Shell-media technology can be viewed as a combination of biofilter and biotrickling filter technologies. High irrigation rates are required in conventional biotrickling filters to control pH, but the seashells slowly release calcareous compounds that neutralize the acid, so water usage is lower.
The shell media eventually is consumed, but lifespans are longer than with conventional biofilter media. Additionally, a more neutral pH in the system improves the removal of other odorous compounds.
Within two days of installation, the significant H2S odor was gone; the more complex odor was removed effectively within a week. This was accomplished by containing the odorous gases that are ventilated from the source for treatment.
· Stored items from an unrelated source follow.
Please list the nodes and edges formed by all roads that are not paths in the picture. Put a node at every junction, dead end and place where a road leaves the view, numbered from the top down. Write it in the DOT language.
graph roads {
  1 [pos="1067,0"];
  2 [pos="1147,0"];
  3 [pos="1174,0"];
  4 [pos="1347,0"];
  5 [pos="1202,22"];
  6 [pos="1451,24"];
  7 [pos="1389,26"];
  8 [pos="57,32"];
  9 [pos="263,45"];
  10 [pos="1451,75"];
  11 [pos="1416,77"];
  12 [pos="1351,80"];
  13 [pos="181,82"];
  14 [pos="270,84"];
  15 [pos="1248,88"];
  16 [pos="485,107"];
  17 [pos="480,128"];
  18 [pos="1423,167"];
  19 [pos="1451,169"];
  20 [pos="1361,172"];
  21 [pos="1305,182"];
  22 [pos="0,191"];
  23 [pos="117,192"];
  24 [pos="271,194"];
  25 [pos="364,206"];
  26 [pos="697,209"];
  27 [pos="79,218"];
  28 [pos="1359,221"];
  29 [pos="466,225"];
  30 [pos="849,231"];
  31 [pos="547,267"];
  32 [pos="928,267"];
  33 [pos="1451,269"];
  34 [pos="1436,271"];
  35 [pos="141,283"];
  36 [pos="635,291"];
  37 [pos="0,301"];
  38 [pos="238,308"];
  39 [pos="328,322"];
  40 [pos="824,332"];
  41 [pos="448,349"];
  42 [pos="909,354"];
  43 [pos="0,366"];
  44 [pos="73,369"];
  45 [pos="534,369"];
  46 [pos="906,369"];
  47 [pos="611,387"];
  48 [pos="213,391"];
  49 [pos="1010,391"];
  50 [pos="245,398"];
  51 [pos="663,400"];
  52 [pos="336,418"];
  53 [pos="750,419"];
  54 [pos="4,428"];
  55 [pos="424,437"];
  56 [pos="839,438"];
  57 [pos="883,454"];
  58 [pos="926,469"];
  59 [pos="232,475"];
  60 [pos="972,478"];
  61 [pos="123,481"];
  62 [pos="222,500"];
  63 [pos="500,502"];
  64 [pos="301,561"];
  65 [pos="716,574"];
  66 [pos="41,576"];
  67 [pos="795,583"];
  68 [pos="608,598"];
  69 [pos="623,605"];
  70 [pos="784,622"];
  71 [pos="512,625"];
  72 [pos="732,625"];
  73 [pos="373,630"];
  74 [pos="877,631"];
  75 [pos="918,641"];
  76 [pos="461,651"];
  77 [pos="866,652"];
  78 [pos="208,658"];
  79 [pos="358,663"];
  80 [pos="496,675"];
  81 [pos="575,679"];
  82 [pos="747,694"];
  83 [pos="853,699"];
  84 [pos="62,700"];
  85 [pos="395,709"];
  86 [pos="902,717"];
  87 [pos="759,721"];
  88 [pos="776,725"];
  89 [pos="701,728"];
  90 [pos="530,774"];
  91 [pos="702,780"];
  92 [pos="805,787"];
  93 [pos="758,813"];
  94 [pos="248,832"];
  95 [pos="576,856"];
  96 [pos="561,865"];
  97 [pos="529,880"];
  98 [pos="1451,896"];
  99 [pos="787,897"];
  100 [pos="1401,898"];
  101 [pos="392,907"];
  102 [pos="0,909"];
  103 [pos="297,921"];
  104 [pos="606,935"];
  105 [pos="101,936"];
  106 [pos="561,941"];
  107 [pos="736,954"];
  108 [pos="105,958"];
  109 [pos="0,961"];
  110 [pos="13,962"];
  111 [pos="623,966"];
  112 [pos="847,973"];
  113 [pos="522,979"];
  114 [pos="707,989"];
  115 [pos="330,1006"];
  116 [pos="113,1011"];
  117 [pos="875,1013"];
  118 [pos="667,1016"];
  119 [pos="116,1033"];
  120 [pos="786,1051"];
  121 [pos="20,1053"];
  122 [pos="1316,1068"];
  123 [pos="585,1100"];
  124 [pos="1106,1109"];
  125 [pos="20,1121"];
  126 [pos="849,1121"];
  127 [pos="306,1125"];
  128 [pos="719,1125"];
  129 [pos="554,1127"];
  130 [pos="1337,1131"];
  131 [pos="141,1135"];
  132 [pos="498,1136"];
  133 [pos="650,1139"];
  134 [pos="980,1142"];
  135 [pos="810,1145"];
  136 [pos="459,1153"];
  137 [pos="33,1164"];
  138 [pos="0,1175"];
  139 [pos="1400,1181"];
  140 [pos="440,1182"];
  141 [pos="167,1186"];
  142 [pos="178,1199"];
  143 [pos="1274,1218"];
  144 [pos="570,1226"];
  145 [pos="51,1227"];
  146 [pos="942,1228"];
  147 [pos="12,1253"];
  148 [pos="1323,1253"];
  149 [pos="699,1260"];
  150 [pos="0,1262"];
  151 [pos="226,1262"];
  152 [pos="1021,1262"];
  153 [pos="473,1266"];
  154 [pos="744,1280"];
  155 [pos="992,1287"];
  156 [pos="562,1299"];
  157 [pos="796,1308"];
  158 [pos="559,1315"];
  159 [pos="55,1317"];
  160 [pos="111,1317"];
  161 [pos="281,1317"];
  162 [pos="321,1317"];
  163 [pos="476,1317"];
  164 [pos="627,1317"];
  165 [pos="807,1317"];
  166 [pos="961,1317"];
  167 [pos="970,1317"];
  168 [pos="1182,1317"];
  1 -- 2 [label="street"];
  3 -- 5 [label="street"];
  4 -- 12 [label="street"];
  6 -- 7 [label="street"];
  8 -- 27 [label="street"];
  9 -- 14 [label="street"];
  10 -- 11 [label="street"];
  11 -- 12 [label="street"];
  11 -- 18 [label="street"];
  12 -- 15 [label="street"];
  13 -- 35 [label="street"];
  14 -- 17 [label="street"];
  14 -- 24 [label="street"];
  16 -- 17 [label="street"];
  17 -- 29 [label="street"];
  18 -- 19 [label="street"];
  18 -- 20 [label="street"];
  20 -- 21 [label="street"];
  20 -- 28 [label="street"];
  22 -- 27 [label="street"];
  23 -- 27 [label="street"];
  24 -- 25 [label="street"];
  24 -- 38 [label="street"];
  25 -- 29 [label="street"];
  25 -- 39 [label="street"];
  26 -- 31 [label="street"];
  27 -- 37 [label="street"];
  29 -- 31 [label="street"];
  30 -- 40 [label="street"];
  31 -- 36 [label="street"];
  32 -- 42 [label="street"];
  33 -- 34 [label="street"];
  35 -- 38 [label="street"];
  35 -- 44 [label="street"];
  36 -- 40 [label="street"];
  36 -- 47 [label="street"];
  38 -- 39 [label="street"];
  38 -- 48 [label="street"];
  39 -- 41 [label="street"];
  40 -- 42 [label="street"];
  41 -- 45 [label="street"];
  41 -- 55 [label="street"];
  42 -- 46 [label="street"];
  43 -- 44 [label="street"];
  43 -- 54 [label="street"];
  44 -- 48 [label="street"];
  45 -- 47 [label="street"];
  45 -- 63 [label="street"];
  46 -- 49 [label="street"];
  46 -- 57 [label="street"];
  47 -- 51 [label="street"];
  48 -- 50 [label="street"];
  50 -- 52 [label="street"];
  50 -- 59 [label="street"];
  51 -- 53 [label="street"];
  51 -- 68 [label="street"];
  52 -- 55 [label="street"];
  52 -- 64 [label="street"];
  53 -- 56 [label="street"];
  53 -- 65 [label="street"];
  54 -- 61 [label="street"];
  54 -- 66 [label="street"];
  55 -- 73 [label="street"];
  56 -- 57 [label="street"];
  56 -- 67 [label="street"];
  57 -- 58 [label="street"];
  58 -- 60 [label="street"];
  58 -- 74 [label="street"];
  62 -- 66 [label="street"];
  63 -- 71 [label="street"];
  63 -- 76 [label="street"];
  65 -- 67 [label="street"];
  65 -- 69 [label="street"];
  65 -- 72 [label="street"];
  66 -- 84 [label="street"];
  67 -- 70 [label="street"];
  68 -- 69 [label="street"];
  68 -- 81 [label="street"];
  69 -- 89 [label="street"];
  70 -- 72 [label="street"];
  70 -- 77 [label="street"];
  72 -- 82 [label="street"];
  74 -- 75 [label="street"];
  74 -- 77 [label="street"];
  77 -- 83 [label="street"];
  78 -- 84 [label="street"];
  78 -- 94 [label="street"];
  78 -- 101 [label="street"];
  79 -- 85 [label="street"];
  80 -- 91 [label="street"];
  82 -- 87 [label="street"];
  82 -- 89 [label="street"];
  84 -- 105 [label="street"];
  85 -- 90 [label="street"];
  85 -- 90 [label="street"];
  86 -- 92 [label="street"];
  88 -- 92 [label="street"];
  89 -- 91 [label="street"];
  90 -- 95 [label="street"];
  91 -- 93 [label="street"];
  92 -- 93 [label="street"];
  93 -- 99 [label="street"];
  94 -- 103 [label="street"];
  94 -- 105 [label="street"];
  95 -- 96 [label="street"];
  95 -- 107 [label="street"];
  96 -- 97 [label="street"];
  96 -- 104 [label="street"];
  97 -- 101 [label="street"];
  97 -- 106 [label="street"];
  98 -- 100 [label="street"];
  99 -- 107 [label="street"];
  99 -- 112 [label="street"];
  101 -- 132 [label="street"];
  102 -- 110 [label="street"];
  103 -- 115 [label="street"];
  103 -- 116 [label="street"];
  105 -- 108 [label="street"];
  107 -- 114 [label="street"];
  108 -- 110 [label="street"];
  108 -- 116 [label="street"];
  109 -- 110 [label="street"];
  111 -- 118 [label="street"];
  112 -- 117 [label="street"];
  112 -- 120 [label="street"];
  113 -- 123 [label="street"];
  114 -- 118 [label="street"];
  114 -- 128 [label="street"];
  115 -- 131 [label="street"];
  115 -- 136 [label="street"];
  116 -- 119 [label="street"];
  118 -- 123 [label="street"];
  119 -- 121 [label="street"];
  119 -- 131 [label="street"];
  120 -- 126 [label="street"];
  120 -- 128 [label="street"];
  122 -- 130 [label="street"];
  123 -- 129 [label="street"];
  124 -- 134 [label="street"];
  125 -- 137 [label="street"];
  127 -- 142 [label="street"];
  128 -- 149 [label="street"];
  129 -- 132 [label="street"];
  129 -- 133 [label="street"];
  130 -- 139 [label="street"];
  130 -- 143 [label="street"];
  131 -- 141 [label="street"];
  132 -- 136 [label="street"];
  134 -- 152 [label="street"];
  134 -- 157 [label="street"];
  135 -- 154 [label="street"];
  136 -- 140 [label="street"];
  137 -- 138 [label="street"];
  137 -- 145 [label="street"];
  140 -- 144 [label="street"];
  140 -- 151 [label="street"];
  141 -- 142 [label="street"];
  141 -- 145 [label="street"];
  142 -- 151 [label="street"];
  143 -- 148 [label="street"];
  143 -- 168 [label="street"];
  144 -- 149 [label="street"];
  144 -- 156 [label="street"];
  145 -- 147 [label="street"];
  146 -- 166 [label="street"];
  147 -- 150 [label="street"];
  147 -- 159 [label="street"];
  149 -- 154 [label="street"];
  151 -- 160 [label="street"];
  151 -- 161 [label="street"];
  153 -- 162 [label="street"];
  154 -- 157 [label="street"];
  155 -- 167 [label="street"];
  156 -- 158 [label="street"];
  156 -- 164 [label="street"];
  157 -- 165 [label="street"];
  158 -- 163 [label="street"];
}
Ventilation is achieved via ducting and extraction fans under low-negative-pressure conditions. The airstream is pulled through the system, rather than pushed, decreasing the risk of escaping odor.
The waste airstream is directed through the shell bed of the odor removal unit, allowing contact between the shell media, water, selected microorganisms and odorous compounds. Microorganisms reside on the shell media, which contain high levels of CaCO3 to neutralize the acid byproducts of sulfide oxidation.
The physical, structural and chemical properties of the media allow for smaller filters and higher efficiencies than conventional biofilters, and the end products of the biofiltration process are harmless and free of odor.
Thomas has not received any odor complaints since the unit was installed. He now is looking at Anua’s new Compact Mónashell—the same technology as the standard unit, but with an even smaller footprint for above- and below-ground use—for other lift and pump stations.